Tambahan kapasitas terpasang listrik dari energi terbarukan sebanyak 385 megawatt tahun 2019 dinilai tidak signifikan dibandingkan target sekitar 45.000 megawatt tahun 2025.
Oleh
ARIS PRASETYO
·3 menit baca
JAKARTA, KOMPAS — Penambahan kapasitas terpasang listrik dari energi terbarukan sebanyak 385 megawatt pada 2019 dipandang tidak signifikan. Sesuai dengan target Rencana Umum Energi Terbarukan, pada 2025 bauran energi terbarukan adalah 23 persen atau setara dengan kapasitas terpasang listrik 45.000 megawatt. Tanpa gebrakan sektor kebijakan, target tersebut akan sulit dicapai.
”Itu tak berdampak signifikan bagi target kapasitas terpasang listrik energi terbarukan 45.000 megawatt pada 2025. Oleh karena itu, dibutuhkan komitmen politik pemerintah yang tertuang dalam regulasi ataupun kebijakan agar investasi energi terbarukan tumbuh pesat,” kata Direktur Eksekutif Institute for Essential Services Reform Fabby Tumiwa, Selasa (17/12/2019), di Jakarta.
Penambahan 385 megawatt pada tahun ini menggenapi sekitar 8.173 megawatt total kapasitas terpasang listrik energi terbarukan pada pembangkit milik PLN. Investasi energi terbarukan juga dianggap kurang agresif. Dari target 1,8 miliar dollar AS tahun ini, sampai triwulan III-2019 realisasinya mencapai 1 miliar dollar AS.
Menurut Fabby, sejak pemerintah mencabut skema feed in tariff dan menetapkan harga jual listrik energi terbarukan berdasarkan biaya pokok pembangkitan listrik setempat, investasi jadi lesu. Skema feed in tariff adalah biaya patokan pembelian tenaga listrik berdasarkan biaya produksi listrik dari energi terbarukan. Kebijakan itu diatur dalam Peraturan Menteri ESDM Nomor 50 Tahun 2017 tentang Pemanfaatan Sumber Energi Terbarukan untuk Penyediaan Tenaga Listrik.
”Lembaga pembiayaan di Indonesia kurang tertarik untuk membiayai proyek energi terbarukan karena mereka melihat tidak ada prospek yang baik dan risikonya tinggi. Akibatnya, investor banyak yang lari ke luar dan lebih memilih negara-negara, seperti Vietnam atau Malaysia,” ujar Fabby.
Sekretaris Direktorat Jenderal Energi Baru, Terbarukan, dan Konservasi Energi Kementerian Energi Sumber Daya Mineral (ESDM) Halim Sari Wardana mengakui, mengatasi tantangan sektor energi terbarukan tidaklah mudah.
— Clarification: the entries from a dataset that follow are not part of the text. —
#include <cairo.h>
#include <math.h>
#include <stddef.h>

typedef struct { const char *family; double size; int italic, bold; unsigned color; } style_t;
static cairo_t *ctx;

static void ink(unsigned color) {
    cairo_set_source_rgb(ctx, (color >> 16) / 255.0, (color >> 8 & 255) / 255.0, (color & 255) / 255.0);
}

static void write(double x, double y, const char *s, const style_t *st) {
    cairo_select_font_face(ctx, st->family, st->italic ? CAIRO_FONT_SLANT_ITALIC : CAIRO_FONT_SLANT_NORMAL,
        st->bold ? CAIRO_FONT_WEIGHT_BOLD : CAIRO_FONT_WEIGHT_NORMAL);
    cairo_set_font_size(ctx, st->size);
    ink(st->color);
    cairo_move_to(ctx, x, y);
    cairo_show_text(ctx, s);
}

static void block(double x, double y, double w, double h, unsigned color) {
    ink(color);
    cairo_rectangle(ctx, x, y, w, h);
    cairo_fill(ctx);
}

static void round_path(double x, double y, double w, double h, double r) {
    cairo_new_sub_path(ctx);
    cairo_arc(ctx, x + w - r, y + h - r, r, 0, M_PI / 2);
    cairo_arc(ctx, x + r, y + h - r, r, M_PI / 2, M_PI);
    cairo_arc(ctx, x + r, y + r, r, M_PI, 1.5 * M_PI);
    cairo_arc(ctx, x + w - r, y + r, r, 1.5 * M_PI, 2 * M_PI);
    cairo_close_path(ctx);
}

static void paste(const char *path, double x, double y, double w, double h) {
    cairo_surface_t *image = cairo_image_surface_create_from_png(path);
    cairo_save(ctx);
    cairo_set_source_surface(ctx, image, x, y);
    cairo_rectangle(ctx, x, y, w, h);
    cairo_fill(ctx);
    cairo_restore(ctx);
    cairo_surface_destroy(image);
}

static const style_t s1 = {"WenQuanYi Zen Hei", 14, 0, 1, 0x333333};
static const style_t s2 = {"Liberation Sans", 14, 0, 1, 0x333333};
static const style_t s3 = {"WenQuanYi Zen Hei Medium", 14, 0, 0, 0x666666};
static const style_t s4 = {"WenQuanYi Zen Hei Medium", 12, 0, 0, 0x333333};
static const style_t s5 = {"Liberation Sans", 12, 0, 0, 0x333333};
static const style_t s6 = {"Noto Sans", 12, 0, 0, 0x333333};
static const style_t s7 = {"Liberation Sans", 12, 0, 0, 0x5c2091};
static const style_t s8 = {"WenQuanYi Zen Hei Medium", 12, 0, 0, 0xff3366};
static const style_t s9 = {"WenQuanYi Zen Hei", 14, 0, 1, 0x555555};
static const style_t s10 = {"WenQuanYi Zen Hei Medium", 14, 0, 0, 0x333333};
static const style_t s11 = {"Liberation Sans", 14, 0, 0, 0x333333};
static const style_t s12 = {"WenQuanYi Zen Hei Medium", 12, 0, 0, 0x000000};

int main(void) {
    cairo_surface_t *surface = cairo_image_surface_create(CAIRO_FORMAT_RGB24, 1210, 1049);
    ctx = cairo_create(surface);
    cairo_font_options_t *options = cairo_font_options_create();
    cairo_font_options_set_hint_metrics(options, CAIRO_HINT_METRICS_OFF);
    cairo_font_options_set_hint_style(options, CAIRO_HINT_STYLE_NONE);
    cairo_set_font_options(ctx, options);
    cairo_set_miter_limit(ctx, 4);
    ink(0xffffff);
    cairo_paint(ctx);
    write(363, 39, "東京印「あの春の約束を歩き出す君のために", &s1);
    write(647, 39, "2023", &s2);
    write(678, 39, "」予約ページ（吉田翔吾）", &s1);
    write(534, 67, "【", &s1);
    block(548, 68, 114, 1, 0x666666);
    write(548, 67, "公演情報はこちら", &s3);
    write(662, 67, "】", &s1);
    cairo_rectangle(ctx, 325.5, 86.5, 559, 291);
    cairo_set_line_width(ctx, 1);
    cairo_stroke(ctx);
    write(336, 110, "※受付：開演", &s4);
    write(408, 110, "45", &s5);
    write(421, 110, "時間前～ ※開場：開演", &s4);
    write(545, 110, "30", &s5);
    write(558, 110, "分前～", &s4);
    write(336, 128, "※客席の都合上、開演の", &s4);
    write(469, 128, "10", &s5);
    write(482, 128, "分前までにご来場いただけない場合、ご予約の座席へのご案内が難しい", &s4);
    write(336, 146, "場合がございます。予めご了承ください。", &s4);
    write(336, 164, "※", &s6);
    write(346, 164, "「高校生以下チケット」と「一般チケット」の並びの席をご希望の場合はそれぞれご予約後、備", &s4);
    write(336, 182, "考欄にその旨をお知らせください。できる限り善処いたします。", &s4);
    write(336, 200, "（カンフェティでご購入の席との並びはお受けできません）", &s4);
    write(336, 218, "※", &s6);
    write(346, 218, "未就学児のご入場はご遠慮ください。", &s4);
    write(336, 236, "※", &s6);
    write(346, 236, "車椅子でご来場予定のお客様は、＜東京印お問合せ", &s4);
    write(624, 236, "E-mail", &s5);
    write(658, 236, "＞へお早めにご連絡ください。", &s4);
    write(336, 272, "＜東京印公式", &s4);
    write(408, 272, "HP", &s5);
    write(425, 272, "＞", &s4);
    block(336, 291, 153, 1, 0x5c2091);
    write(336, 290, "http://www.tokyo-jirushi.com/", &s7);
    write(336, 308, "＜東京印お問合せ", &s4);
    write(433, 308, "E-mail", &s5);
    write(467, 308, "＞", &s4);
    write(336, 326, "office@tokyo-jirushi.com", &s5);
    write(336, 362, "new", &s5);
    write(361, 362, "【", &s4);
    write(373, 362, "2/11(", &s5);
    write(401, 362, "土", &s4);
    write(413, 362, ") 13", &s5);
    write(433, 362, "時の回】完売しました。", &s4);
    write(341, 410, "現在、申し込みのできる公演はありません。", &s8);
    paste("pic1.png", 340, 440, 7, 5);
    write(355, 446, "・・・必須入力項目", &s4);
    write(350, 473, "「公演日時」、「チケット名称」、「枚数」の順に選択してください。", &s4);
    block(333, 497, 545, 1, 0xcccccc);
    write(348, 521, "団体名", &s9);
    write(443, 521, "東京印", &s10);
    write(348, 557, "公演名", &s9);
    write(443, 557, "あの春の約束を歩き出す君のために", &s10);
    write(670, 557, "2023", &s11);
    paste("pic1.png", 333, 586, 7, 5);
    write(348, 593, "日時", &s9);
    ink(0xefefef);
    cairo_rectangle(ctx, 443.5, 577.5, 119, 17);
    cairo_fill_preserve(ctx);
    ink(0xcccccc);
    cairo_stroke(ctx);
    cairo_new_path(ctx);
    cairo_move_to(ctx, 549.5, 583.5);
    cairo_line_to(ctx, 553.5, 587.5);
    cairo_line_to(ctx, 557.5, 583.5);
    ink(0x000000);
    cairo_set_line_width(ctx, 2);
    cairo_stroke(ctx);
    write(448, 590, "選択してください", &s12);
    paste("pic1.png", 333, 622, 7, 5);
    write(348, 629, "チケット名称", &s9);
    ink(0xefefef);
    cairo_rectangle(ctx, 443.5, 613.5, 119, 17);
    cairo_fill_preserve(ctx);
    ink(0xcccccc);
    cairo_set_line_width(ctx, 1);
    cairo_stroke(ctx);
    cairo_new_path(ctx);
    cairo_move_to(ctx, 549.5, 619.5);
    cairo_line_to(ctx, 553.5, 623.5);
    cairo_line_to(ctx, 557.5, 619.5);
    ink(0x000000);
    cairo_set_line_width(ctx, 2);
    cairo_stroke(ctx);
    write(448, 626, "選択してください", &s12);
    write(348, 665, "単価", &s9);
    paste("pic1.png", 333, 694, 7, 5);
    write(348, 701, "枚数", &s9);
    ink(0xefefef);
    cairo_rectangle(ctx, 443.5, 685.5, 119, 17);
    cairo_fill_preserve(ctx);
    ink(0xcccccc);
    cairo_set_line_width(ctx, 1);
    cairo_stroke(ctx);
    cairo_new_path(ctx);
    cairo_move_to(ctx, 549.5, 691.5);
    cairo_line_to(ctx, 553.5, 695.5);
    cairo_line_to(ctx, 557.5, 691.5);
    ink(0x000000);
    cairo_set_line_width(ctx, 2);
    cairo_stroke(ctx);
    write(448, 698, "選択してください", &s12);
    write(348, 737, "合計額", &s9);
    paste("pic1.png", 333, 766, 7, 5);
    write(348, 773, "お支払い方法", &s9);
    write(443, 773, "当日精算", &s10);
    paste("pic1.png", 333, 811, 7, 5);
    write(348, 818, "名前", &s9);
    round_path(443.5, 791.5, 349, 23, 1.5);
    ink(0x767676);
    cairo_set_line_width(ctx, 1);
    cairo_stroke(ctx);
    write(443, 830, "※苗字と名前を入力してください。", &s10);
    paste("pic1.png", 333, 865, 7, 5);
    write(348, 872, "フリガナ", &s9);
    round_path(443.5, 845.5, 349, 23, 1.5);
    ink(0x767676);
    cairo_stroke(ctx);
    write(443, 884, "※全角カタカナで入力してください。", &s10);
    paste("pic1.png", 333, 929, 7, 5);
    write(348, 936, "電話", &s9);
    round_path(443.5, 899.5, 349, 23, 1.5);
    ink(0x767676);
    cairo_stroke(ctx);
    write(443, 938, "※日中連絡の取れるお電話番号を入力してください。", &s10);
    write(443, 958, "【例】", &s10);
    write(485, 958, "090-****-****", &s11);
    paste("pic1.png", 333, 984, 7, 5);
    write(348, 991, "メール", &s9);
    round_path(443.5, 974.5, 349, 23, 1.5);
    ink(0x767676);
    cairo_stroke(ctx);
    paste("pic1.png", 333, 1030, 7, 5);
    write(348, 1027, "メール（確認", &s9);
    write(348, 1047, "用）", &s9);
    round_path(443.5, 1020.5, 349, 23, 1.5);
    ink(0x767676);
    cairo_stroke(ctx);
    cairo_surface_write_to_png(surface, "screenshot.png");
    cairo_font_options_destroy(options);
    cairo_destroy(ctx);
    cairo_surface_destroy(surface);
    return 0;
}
Beberapa penyebab beratnya pengembangan energi terbarukan di Indonesia, antara lain, adalah faktor regulasi yang tumpang tindih atau aturan yang tak menarik di mata investor. Begitu pula masalah kelengkapan dan keakuratan potensi energi terbarukan di Indonesia yang perlu disempurnakan.
Penyebab beratnya pengembangan energi terbarukan di Indonesia, antara lain, adalah soal regulasi yang tumpang tindih atau aturan yang tak menarik investor.
”Kami sedang melaksanakan penilaian terhadap dampak kebijakan (policy impact assesment) di sektor energi terbarukan. Pengembangan energi terbarukan memang tidak mudah, tetapi kalau dilakukan dengan komitmen tinggi dan konsisten, saya rasa tidak mustahil untuk mencapai target,” kata Halim.
Dalam beberapa tahun terakhir, nilai investasi sektor energi terbarukan fluktuatif. Pada 2014, investasi yang terealisasi tercatat sebanyak 600 juta dollar AS dan naik menjadi 1 miliar dollar AS pada 2015. Nilai investasi terus naik menjadi 1,6 miliar dollar AS di 2016 dan turun lagi di 2017 menjadi 1,3 miliar dollar AS. Kemudian, pada 2018 naik menjadi 1,6 miliar dollar AS.
Kurang agresifnya pengembangan energi terbarukan di Indonesia, menurut Ketua Umum Masyarakat Energi Terbarukan Indonesia Surya Darma, disebabkan kesadaran tentang asal-muasal energi di Indonesia masih terbilang rendah. Harga energi yang murah dan terjangkau menjadi lebih penting ketimbang kesadaran mengenai sumber energi yang harus bersih. Isu lingkungan dan keberlanjutan menjadi terabaikan.
”Pilih energi yang murah atau bersih? Ini menyangkut kesadaran. Selain itu, tantangan pengembangan energi terbarukan adalah regulasi yang berubah-ubah sehingga membingungkan investor,” ujar Surya.